# TASK DESCRIPTION
This exercise calls for every record to be returned exactly, with pictures removed.

[[ PROVIDED RECORDS, beginning ]]

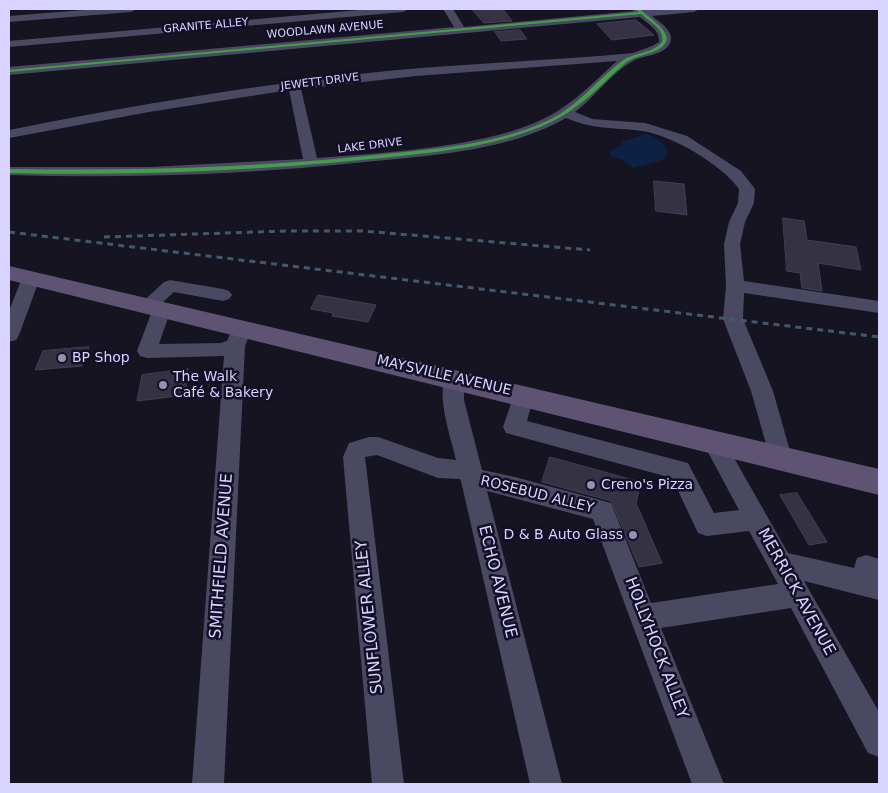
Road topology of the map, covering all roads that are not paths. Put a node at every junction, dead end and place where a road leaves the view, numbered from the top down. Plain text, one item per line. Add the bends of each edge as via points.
1 (131, 9) edge
2 (403, 9) edge
3 (448, 9) edge
4 (694, 9) edge
5 (107, 10) edge
6 (640, 11) edge
7 (279, 14) edge
8 (9, 19) edge
9 (460, 29) junction
10 (101, 35) junction
11 (9, 44) edge
12 (286, 45) junction
13 (634, 56) junction
14 (94, 63) junction
15 (9, 71) edge
16 (294, 85) junction
17 (566, 113) junction
18 (9, 134) edge
19 (311, 164) junction
20 (9, 172) edge
21 (20, 276) edge
22 (735, 286) junction
23 (223, 295) dead end
24 (155, 307) junction
25 (879, 308) edge
26 (9, 335) edge
27 (239, 337) junction
28 (454, 379) junction
29 (523, 395) junction
30 (713, 441) junction
31 (358, 450) joint
32 (781, 458) junction
33 (470, 474) junction
34 (879, 482) edge
35 (602, 511) joint
36 (756, 519) junction
37 (781, 562) junction
38 (875, 575) edge
39 (798, 594) junction
40 (644, 617) junction
41 (879, 742) edge
42 (208, 784) edge
43 (388, 784) edge
44 (546, 784) edge
45 (708, 784) edge

1 - 5 street
2 - 7 street, GRANITE ALLEY
3 - 9 street
4 - 6 street, WOODLAWN AVENUE
5 - 8 street
5 - 10 street
6 - 9 street, WOODLAWN AVENUE
6 - 13 street, LAKE DRIVE via 666,36 665,42 652,51
7 - 10 street, GRANITE ALLEY
7 - 12 street
9 - 12 street, WOODLAWN AVENUE
10 - 11 street, GRANITE ALLEY
10 - 14 street
12 - 14 street, WOODLAWN AVENUE
13 - 16 street, JEWETT DRIVE via 388,74
13 - 17 street, LAKE DRIVE
14 - 15 street, WOODLAWN AVENUE
16 - 18 street, JEWETT DRIVE via 161,105
16 - 19 street
17 - 19 street, LAKE DRIVE via 540,126 482,142
17 - 22 street via 590,123 663,131 682,139 736,174 747,189 746,203 732,244
19 - 20 street, LAKE DRIVE via 127,172
21 - 24 main road, MAYSVILLE AVENUE
21 - 26 street
22 - 25 street
22 - 32 street via 733,319 762,391
23 - 24 street via 170,286
24 - 27 main road, MAYSVILLE AVENUE
24 - 27 street via 147,351 221,350
27 - 28 main road, MAYSVILLE AVENUE
27 - 42 street, SMITHFIELD AVENUE
28 - 29 main road, MAYSVILLE AVENUE
28 - 33 street, ECHO AVENUE via 453,400
29 - 30 main road, MAYSVILLE AVENUE
29 - 36 street via 514,426 680,470 707,525
30 - 32 main road, MAYSVILLE AVENUE
30 - 36 street, MERRICK AVENUE
31 - 33 street, ROSEBUD ALLEY via 378,446 438,468
31 - 43 street, SUNFLOWER ALLEY via 353,465
32 - 34 main road, MAYSVILLE AVENUE
33 - 35 street, ROSEBUD ALLEY
33 - 44 street, ECHO AVENUE
35 - 40 street, HOLLYHOCK ALLEY
36 - 37 street, MERRICK AVENUE
37 - 38 street
37 - 39 street, MERRICK AVENUE
39 - 40 street
39 - 41 street, MERRICK AVENUE
40 - 45 street, HOLLYHOCK ALLEY

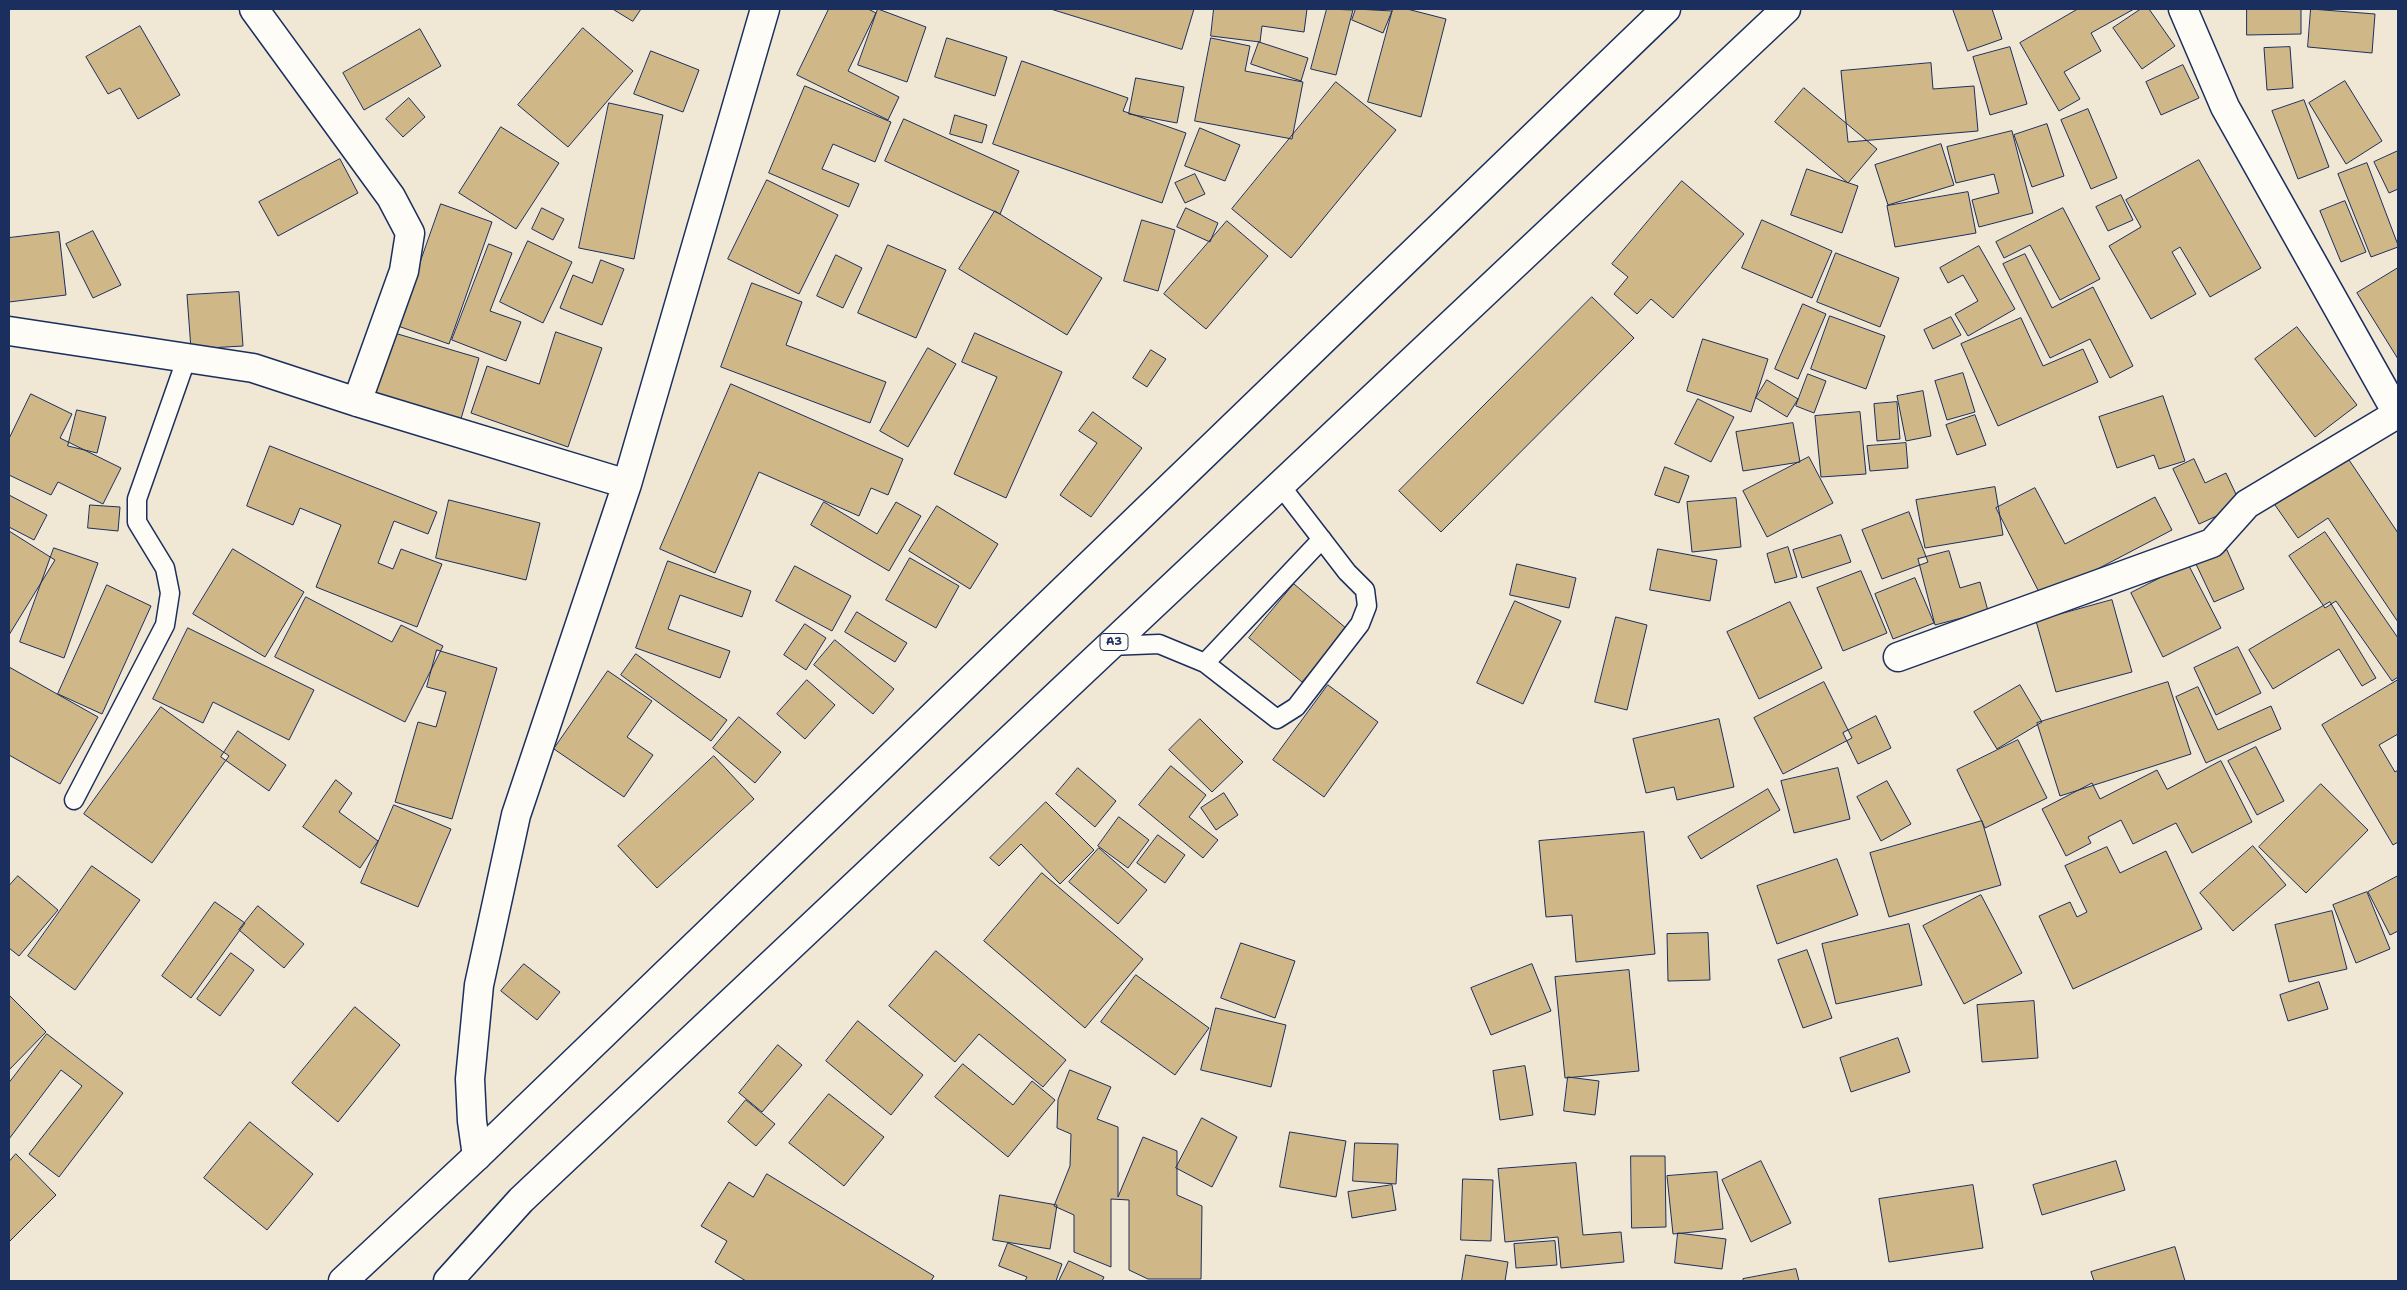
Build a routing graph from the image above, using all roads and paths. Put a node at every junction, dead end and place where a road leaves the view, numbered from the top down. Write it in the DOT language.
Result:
graph roads {
  1 [pos="254,9"];
  2 [pos="765,9"];
  3 [pos="1666,9"];
  4 [pos="1786,9"];
  5 [pos="2183,9"];
  6 [pos="9,331"];
  7 [pos="188,357"];
  8 [pos="357,402"];
  9 [pos="2398,414"];
  10 [pos="628,484"];
  11 [pos="1280,485"];
  12 [pos="1322,539"];
  13 [pos="1109,646"];
  14 [pos="1898,657"];
  15 [pos="1205,663"];
  16 [pos="74,800"];
  17 [pos="477,1156"];
  18 [pos="344,1281"];
  19 [pos="448,1281"];
  1 -- 8 [label="main road"];
  2 -- 10 [label="main road"];
  3 -- 17 [label="main road"];
  4 -- 11 [label="main road, A3"];
  5 -- 9 [label="main road"];
  6 -- 7 [label="main road"];
  7 -- 8 [label="main road"];
  7 -- 16 [label="lane"];
  8 -- 10 [label="main road"];
  9 -- 14 [label="main road"];
  10 -- 17 [label="main road"];
  11 -- 12 [label="lane"];
  11 -- 13 [label="main road, A3"];
  12 -- 15 [label="lane"];
  12 -- 15 [label="lane"];
  13 -- 15 [label="lane"];
  13 -- 19 [label="main road, A3"];
  17 -- 18 [label="main road"];
}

[[ PROVIDED RECORDS, end ]]

# RESULT FOR THIS TASK
Road topology of the map, covering all roads that are not paths. Put a node at every junction, dead end and place where a road leaves the view, numbered from the top down. Plain text, one item per line. Add the bends of each edge as via points.
1 (131, 9) edge
2 (403, 9) edge
3 (448, 9) edge
4 (694, 9) edge
5 (107, 10) edge
6 (640, 11) edge
7 (279, 14) edge
8 (9, 19) edge
9 (460, 29) junction
10 (101, 35) junction
11 (9, 44) edge
12 (286, 45) junction
13 (634, 56) junction
14 (94, 63) junction
15 (9, 71) edge
16 (294, 85) junction
17 (566, 113) junction
18 (9, 134) edge
19 (311, 164) junction
20 (9, 172) edge
21 (20, 276) edge
22 (735, 286) junction
23 (223, 295) dead end
24 (155, 307) junction
25 (879, 308) edge
26 (9, 335) edge
27 (239, 337) junction
28 (454, 379) junction
29 (523, 395) junction
30 (713, 441) junction
31 (358, 450) joint
32 (781, 458) junction
33 (470, 474) junction
34 (879, 482) edge
35 (602, 511) joint
36 (756, 519) junction
37 (781, 562) junction
38 (875, 575) edge
39 (798, 594) junction
40 (644, 617) junction
41 (879, 742) edge
42 (208, 784) edge
43 (388, 784) edge
44 (546, 784) edge
45 (708, 784) edge

1 - 5 street
2 - 7 street, GRANITE ALLEY
3 - 9 street
4 - 6 street, WOODLAWN AVENUE
5 - 8 street
5 - 10 street
6 - 9 street, WOODLAWN AVENUE
6 - 13 street, LAKE DRIVE via 666,36 665,42 652,51
7 - 10 street, GRANITE ALLEY
7 - 12 street
9 - 12 street, WOODLAWN AVENUE
10 - 11 street, GRANITE ALLEY
10 - 14 street
12 - 14 street, WOODLAWN AVENUE
13 - 16 street, JEWETT DRIVE via 388,74
13 - 17 street, LAKE DRIVE
14 - 15 street, WOODLAWN AVENUE
16 - 18 street, JEWETT DRIVE via 161,105
16 - 19 street
17 - 19 street, LAKE DRIVE via 540,126 482,142
17 - 22 street via 590,123 663,131 682,139 736,174 747,189 746,203 732,244
19 - 20 street, LAKE DRIVE via 127,172
21 - 24 main road, MAYSVILLE AVENUE
21 - 26 street
22 - 25 street
22 - 32 street via 733,319 762,391
23 - 24 street via 170,286
24 - 27 main road, MAYSVILLE AVENUE
24 - 27 street via 147,351 221,350
27 - 28 main road, MAYSVILLE AVENUE
27 - 42 street, SMITHFIELD AVENUE
28 - 29 main road, MAYSVILLE AVENUE
28 - 33 street, ECHO AVENUE via 453,400
29 - 30 main road, MAYSVILLE AVENUE
29 - 36 street via 514,426 680,470 707,525
30 - 32 main road, MAYSVILLE AVENUE
30 - 36 street, MERRICK AVENUE
31 - 33 street, ROSEBUD ALLEY via 378,446 438,468
31 - 43 street, SUNFLOWER ALLEY via 353,465
32 - 34 main road, MAYSVILLE AVENUE
33 - 35 street, ROSEBUD ALLEY
33 - 44 street, ECHO AVENUE
35 - 40 street, HOLLYHOCK ALLEY
36 - 37 street, MERRICK AVENUE
37 - 38 street
37 - 39 street, MERRICK AVENUE
39 - 40 street
39 - 41 street, MERRICK AVENUE
40 - 45 street, HOLLYHOCK ALLEY

Build a routing graph from the image above, using all roads and paths. Put a node at every junction, dead end and place where a road leaves the view, numbered from the top down. Write it in the DOT language.
Result:
graph roads {
  1 [pos="254,9"];
  2 [pos="765,9"];
  3 [pos="1666,9"];
  4 [pos="1786,9"];
  5 [pos="2183,9"];
  6 [pos="9,331"];
  7 [pos="188,357"];
  8 [pos="357,402"];
  9 [pos="2398,414"];
  10 [pos="628,484"];
  11 [pos="1280,485"];
  12 [pos="1322,539"];
  13 [pos="1109,646"];
  14 [pos="1898,657"];
  15 [pos="1205,663"];
  16 [pos="74,800"];
  17 [pos="477,1156"];
  18 [pos="344,1281"];
  19 [pos="448,1281"];
  1 -- 8 [label="main road"];
  2 -- 10 [label="main road"];
  3 -- 17 [label="main road"];
  4 -- 11 [label="main road, A3"];
  5 -- 9 [label="main road"];
  6 -- 7 [label="main road"];
  7 -- 8 [label="main road"];
  7 -- 16 [label="lane"];
  8 -- 10 [label="main road"];
  9 -- 14 [label="main road"];
  10 -- 17 [label="main road"];
  11 -- 12 [label="lane"];
  11 -- 13 [label="main road, A3"];
  12 -- 15 [label="lane"];
  12 -- 15 [label="lane"];
  13 -- 15 [label="lane"];
  13 -- 19 [label="main road, A3"];
  17 -- 18 [label="main road"];
}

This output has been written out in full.